Dahlia proceeded to each woman in turn. Only the original of the twelve and the twelfth woman who had greeted her had avoided injury completely. For every other woman she took on their pain and healed them, paying the cost of her ability.

As she released the last woman, Dahlia felt the twelfth puppet’s eyes on her and turned to find the woman sitting back on her heels with tears in her eyes as well.

“I wish I could have been faster, could have saved her from that,” the woman told Dahlia with her head bowed.

“As do I,” Dahlia said gently, motioning to the other women around her, “but every bit of pain is my burden to bear. I ask it of you and it is I who must experience every consequence.”

“Yet it is we who must feel the guilt of forcing you to endure this. If we fail not only do we pay the price, but we must watch you pay the price as well. It is why I ask you now to use my full strength and the strength that you have buried deep with fear.”

Dahlia sat for a moment, unsure. “I don’t understand.”

“You have accepted me, but still you fear what I offer and you hold yourself back from fully accessing it when you fight,” the woman continued with her head bowed respectfully. “I beg you to accept the strength I offer.”

“I lost myself in that strength and I don’t know if I can accept what it brought me,” Dahlia said softly, thinking back to the nights with Kenny.

“That was not my doing,” said the woman quickly. “It helped to manifest me, but what you felt was pulled from deeper inside you.”

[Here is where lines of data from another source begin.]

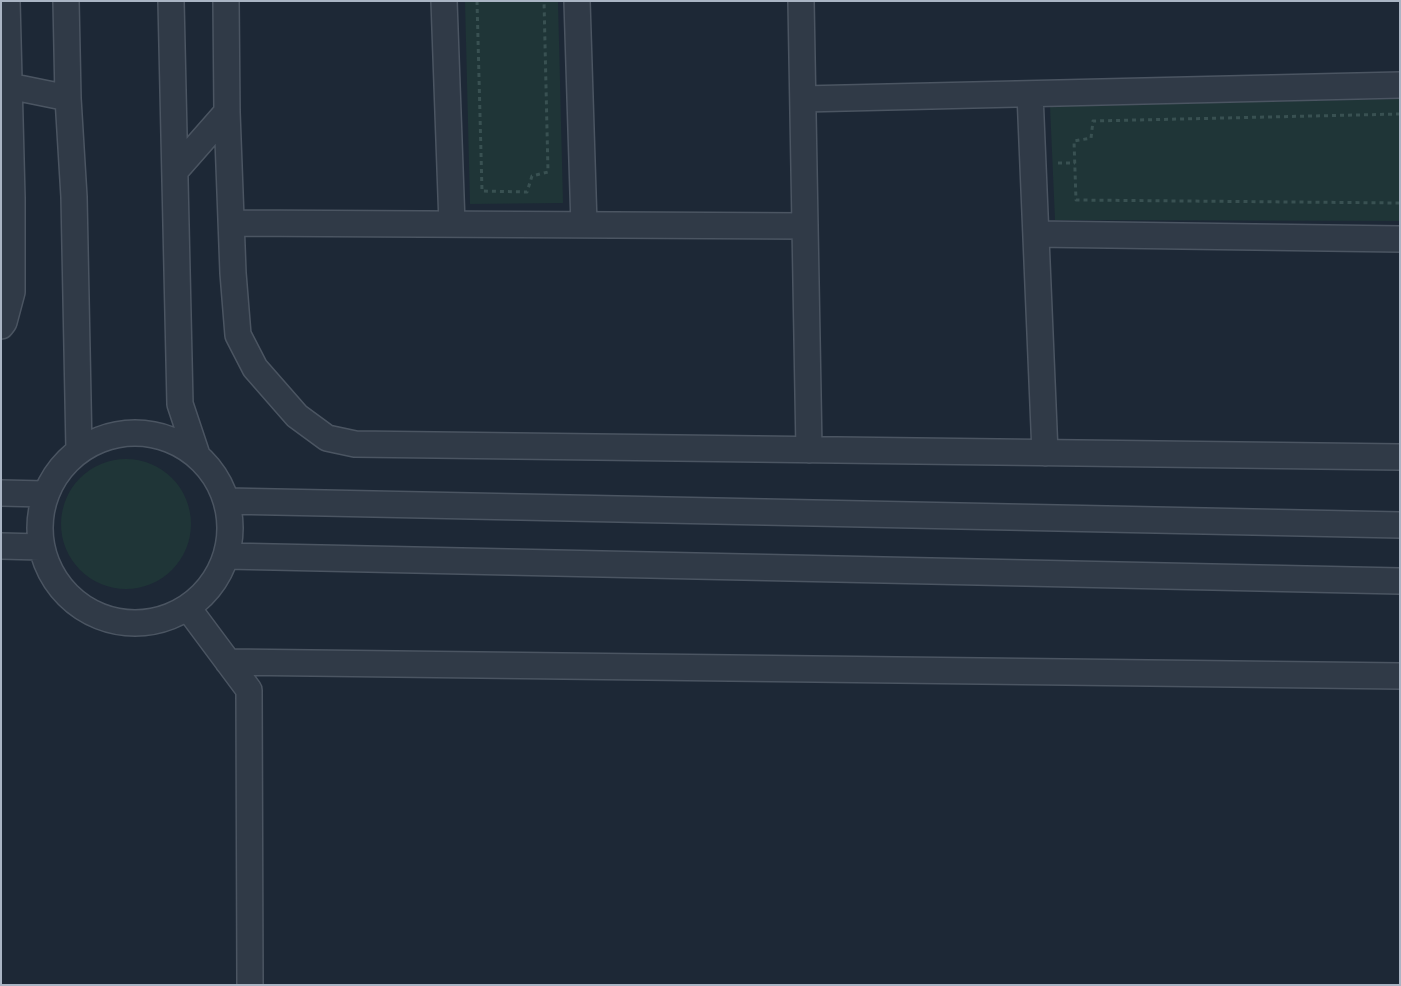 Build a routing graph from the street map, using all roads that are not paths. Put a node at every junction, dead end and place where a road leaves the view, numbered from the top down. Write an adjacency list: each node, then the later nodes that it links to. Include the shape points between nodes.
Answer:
1 (7, 1): 9 (street)
2 (66, 1): 11 (street)
3 (171, 1): 14 (street)
4 (226, 1): 13 (street)
5 (444, 1): 17 (street)
6 (577, 1): 18 (street)
7 (802, 1): 12 (street)
8 (1400, 85): 10 (street)
9 (10, 86): 11 (street); 15 (street)
10 (1030, 94): 12 (street); 20 (street)
11 (68, 98): 23 (street, via 74,197)
12 (803, 99): 19 (street)
13 (227, 112): 14 (street); 16 (street)
14 (176, 170): 26 (street, via 180,404)
15 (7, 198): 22 (street, via 12,292)
16 (232, 223): 17 (street); 24 (street, via 238,334 255,368 297,416 327,438 355,444)
17 (452, 224): 18 (street)
18 (584, 225): 19 (street)
19 (805, 226): 24 (street)
20 (1036, 234): 21 (street); 25 (street)
21 (1400, 239)
22 (1, 326)
23 (80, 450): 26 (street, via 108,436 139,432 170,439); 29 (street, via 59,469)
24 (809, 450): 25 (street)
25 (1045, 453): 27 (street)
26 (198, 455): 30 (street, via 216,476)
27 (1400, 457)
28 (1, 493): 29 (street)
29 (45, 494): 33 (street, via 40,511)
30 (227, 501): 31 (street); 34 (street, via 231,519)
31 (1400, 525)
32 (1, 546): 33 (street)
33 (41, 547): 36 (street, via 51,574 68,596 90,613 117,622 145,624 172,617)
34 (227, 556): 35 (street); 36 (street, via 215,581)
35 (1400, 581)
36 (188, 608): 37 (street)
37 (228, 662): 38 (street); 39 (street, via 249,690)
38 (1400, 676)
39 (250, 985) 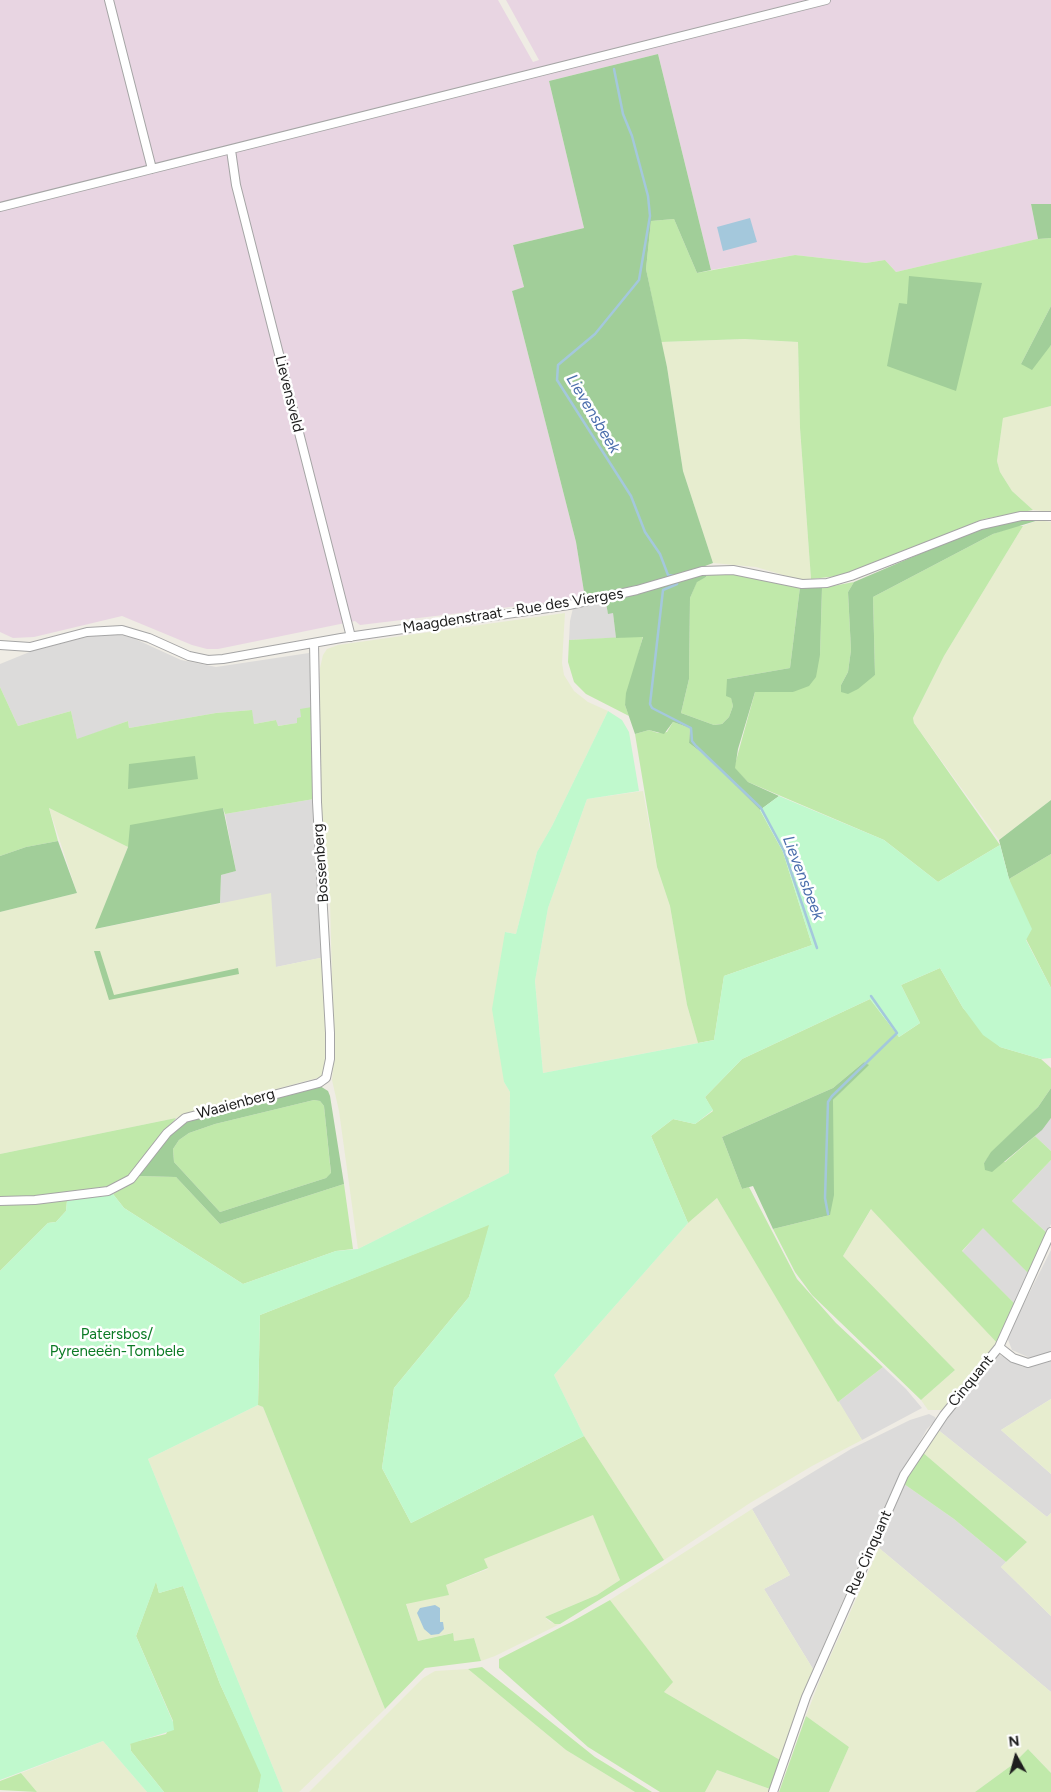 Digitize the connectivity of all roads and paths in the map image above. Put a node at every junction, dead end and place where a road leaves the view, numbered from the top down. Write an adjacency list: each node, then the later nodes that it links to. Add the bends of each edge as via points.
1 (109, 0): 4 (street)
2 (826, 0): 3 (street)
3 (231, 150): 4 (street); 7 (street, Lievensveld, via 238,194)
4 (152, 169): 5 (street)
5 (0, 207)
6 (1051, 516): 7 (street, Maagdenstraat - Rue des Vierges, via 1021,516 981,525 827,583 802,584 746,572 713,570 575,604)
7 (350, 637): 8 (street, Maagdenstraat - Rue des Vierges)
8 (314, 643): 9 (street, Maagdenstraat - Rue des Vierges, via 212,660 178,653 149,638 122,630 88,632 22,648); 10 (street, Bossenberg, via 317,802 330,1033 329,1068)
9 (0, 645)
10 (323, 1081): 11 (street, Waaienberg, via 185,1118 167,1133 131,1179 108,1192)
11 (0, 1201)
12 (1051, 1232): 13 (street)
13 (999, 1348): 14 (street, via 1028,1363); 15 (street, Cinquant)
14 (1051, 1356)
15 (944, 1415): 16 (street, Rue Cinquant, via 904,1475 806,1697)
16 (773, 1792) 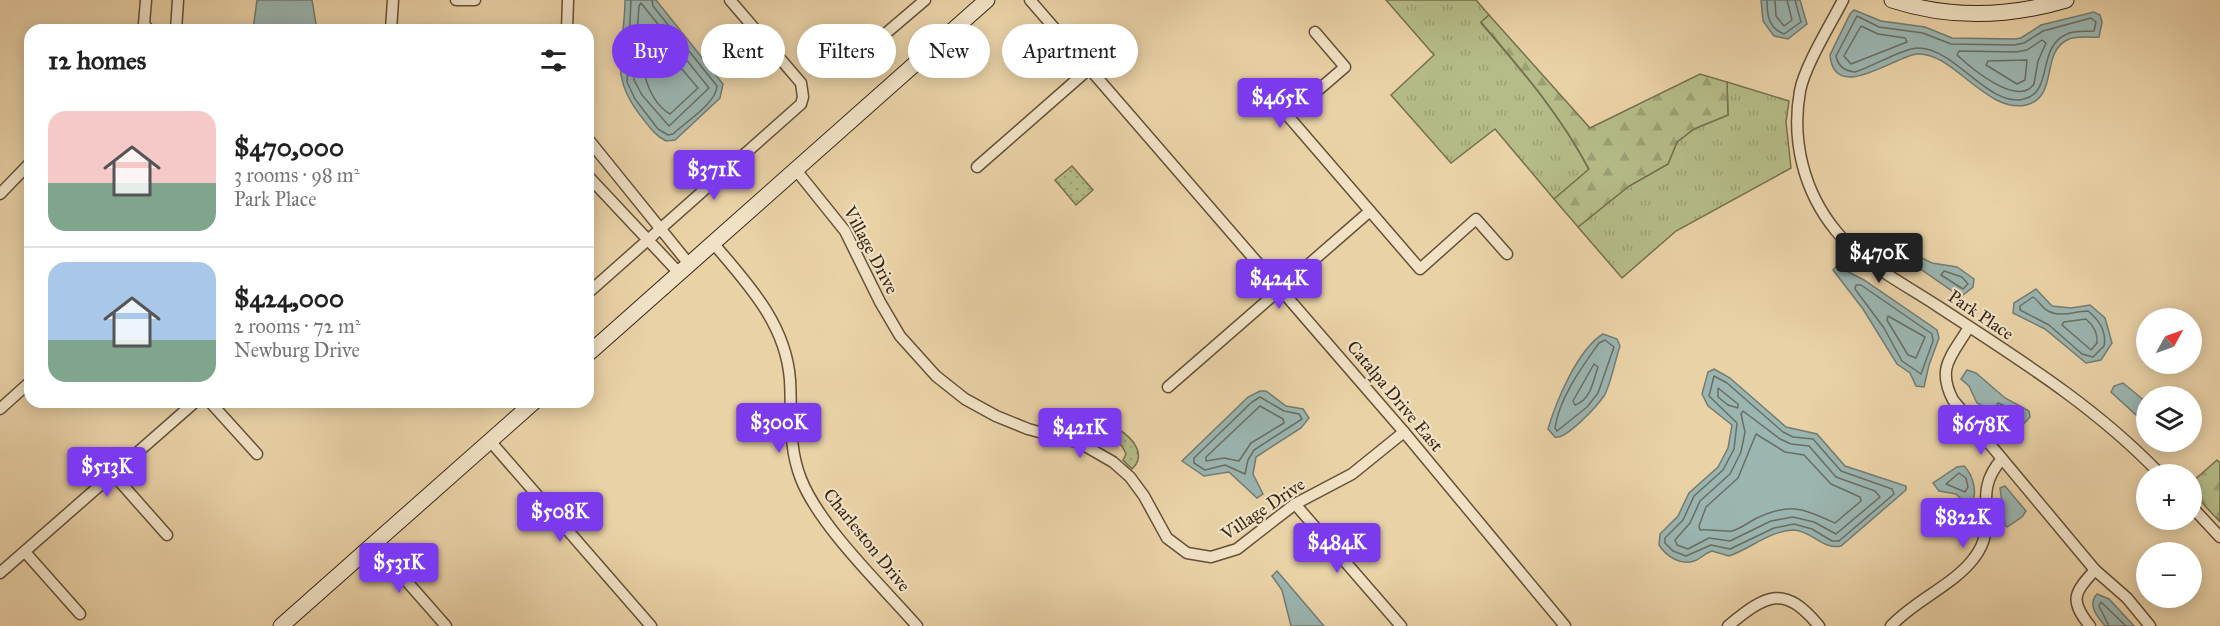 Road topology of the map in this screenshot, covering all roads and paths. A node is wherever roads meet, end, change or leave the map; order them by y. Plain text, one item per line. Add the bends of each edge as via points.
1 (146, 0) edge
2 (178, 0) edge
3 (393, 0) edge
4 (456, 0) edge
5 (475, 0) edge
6 (568, 0) edge
7 (730, 0) edge
8 (925, 0) edge
9 (987, 0) edge
10 (1030, 0) edge
11 (1843, 0) edge
12 (1892, 0) edge
13 (2066, 0) edge
14 (144, 24) edge
15 (176, 24) edge
16 (391, 24) edge
17 (567, 24) edge
18 (1051, 24) edge
19 (896, 25) edge
20 (1316, 32) dead end
21 (1078, 78) edge
22 (1099, 78) edge
23 (594, 147) edge
24 (977, 166) dead end
25 (24, 169) edge
26 (796, 170) junction
27 (594, 182) edge
28 (0, 194) edge
29 (1370, 211) junction
30 (659, 230) junction
31 (649, 239) junction
32 (713, 243) junction
33 (1507, 254) dead end
34 (684, 269) junction
35 (594, 288) edge
36 (1281, 289) junction
37 (1969, 327) junction
38 (594, 349) edge
39 (24, 387) edge
40 (1168, 387) dead end
41 (188, 408) edge
42 (216, 408) edge
43 (527, 408) edge
44 (0, 409) edge
45 (1404, 432) junction
46 (490, 441) junction
47 (258, 454) dead end
48 (2002, 459) junction
49 (2149, 464) edge
50 (113, 474) junction
51 (1295, 504) junction
52 (2202, 518) edge
53 (167, 535) dead end
54 (2220, 537) edge
55 (374, 544) junction
56 (25, 552) junction
57 (2095, 570) junction
58 (0, 573) edge
59 (80, 614) dead end
60 (280, 626) edge
61 (446, 626) edge
62 (651, 626) edge
63 (917, 626) edge
64 (1401, 626) edge
65 (1565, 626) edge
66 (1728, 626) edge
67 (1819, 626) edge
68 (1891, 626) edge
69 (2090, 626) edge
70 (2150, 626) edge

1 - 14 street
2 - 15 street
3 - 16 street
4 - 5 street
6 - 17 street
7 - 30 street via 789,67 803,89 801,104
8 - 19 street
9 - 26 main road
10 - 18 street, Catalpa Drive East
11 - 37 street, Park Place via 1800,88 1799,151 1813,196 1836,232 1858,252
12 - 13 main road via 1980,14 2028,10
20 - 29 street via 1345,67 1288,116
21 - 24 street
22 - 36 street, Catalpa Drive East
23 - 30 street
25 - 28 street
26 - 32 main road
26 - 51 street, Village Drive via 845,231 900,336 936,376 964,399 996,417 1080,443 1113,462 1137,486 1174,546 1199,556 1224,555 1245,544
27 - 31 street
29 - 33 street via 1420,268 1476,219
29 - 36 street
30 - 31 street
30 - 34 street
31 - 34 street
31 - 35 street
32 - 34 main road
32 - 63 street, Charleston Drive via 766,308 783,347 790,380 792,446 812,500
34 - 38 main road
36 - 40 street
36 - 45 street, Catalpa Drive East
37 - 48 street via 1948,362 1944,384
37 - 49 street, Park Place via 2084,404
39 - 44 street
41 - 50 street
42 - 47 street
43 - 46 main road
45 - 51 street, Village Drive via 1352,474
45 - 65 street, Catalpa Drive East
46 - 55 main road
46 - 62 street
48 - 57 street
48 - 68 street via 1987,481 1987,529 1974,558
50 - 53 street
50 - 56 street
51 - 64 street
52 - 54 street
55 - 60 main road
55 - 61 street
56 - 58 street
56 - 59 street
57 - 69 street via 2078,590 2076,600
57 - 70 street via 2127,598
66 - 67 street via 1755,605 1781,598 1798,603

“Deeper…” Dahlia mouthed, feeling something tugging at the edge of her awareness.

“Forgive me, I am limited in what I can say,” the woman dropped her hands to the ground and bent her head still lower.

“Limited by what?” Dahlia was startled to hear this from a woman that was really part of her own mind. Who could limit the woman but her?

“I’m limited by what you will allow. Please, I ask you only to consider my request. Use the strength that I have offered for I fear you will need it soon.”

Dahlia felt unsettled. The pull became a bit stronger and she willed it away. Whatever the woman was talking about had clearly upset her. It seemed there was something more to the internal conflict Dahlia had become aware of than she had thought. She looked to the rest of the women around her. Half of them had bowed their heads imploringly as well. The others were divided between unsure, resistant, and as unsettled as Dahlia herself. Dahlia realized she was looking at a manifestation of the internal conflict and her divide over the matter. She took a deep breath and steadied herself. She hadn’t realized how much of her had wanted to embrace the darkness she’d witnessed manifesting.

Then she looked at the woman on hands and knees with her head bowed. Was this the “darkness” she had feared and labeled “monster”? It was undeniably a part of her and a part that wished to defend herself and others. She had vowed long ago to follow a path of self-acceptance, as she had been taught, when it had been black and white. She had never imagined it would lead to such a difficult choice between different shades of grey.

She took another deep breath and nodded, “I will try to release my fear and accept the strength you offer.”

“Thank you,” the woman said in breathless relief as the labyrinth faded into the mists and then into the darkness of a true, dreamless sleep.